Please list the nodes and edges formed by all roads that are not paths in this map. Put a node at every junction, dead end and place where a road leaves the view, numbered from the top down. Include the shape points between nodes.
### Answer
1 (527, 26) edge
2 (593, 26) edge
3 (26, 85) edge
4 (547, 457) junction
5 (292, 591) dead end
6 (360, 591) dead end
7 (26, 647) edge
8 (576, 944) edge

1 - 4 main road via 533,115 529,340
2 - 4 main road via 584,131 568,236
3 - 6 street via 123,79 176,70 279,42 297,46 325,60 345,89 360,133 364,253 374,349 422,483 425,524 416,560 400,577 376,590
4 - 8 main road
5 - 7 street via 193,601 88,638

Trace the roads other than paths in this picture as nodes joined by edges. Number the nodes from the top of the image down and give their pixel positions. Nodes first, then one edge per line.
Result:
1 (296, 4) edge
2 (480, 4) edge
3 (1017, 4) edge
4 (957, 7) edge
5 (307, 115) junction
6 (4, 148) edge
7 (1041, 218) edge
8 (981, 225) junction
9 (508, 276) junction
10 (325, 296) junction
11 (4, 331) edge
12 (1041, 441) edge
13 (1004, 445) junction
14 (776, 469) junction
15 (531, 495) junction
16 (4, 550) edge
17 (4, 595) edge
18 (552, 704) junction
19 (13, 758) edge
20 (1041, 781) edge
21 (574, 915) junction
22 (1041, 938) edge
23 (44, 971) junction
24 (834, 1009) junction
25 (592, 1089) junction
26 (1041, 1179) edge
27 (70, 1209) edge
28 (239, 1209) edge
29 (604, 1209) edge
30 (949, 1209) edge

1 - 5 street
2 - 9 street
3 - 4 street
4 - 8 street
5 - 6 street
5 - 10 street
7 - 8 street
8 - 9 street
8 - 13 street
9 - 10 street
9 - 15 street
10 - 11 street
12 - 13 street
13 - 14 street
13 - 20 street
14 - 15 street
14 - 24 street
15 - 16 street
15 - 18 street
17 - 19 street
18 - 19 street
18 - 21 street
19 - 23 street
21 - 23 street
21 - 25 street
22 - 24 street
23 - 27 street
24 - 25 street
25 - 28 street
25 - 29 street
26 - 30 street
····················
### [Task directions]
Set down, unchanged, the line that contains "Trace the roads" together with every later line in the records, through the last one.

### [Completed exercise]
Trace the roads other than paths in this picture as nodes joined by edges. Number the nodes from the top of the image down and give their pixel positions. Nodes first, then one edge per line.
Result:
1 (296, 4) edge
2 (480, 4) edge
3 (1017, 4) edge
4 (957, 7) edge
5 (307, 115) junction
6 (4, 148) edge
7 (1041, 218) edge
8 (981, 225) junction
9 (508, 276) junction
10 (325, 296) junction
11 (4, 331) edge
12 (1041, 441) edge
13 (1004, 445) junction
14 (776, 469) junction
15 (531, 495) junction
16 (4, 550) edge
17 (4, 595) edge
18 (552, 704) junction
19 (13, 758) edge
20 (1041, 781) edge
21 (574, 915) junction
22 (1041, 938) edge
23 (44, 971) junction
24 (834, 1009) junction
25 (592, 1089) junction
26 (1041, 1179) edge
27 (70, 1209) edge
28 (239, 1209) edge
29 (604, 1209) edge
30 (949, 1209) edge

1 - 5 street
2 - 9 street
3 - 4 street
4 - 8 street
5 - 6 street
5 - 10 street
7 - 8 street
8 - 9 street
8 - 13 street
9 - 10 street
9 - 15 street
10 - 11 street
12 - 13 street
13 - 14 street
13 - 20 street
14 - 15 street
14 - 24 street
15 - 16 street
15 - 18 street
17 - 19 street
18 - 19 street
18 - 21 street
19 - 23 street
21 - 23 street
21 - 25 street
22 - 24 street
23 - 27 street
24 - 25 street
25 - 28 street
25 - 29 street
26 - 30 street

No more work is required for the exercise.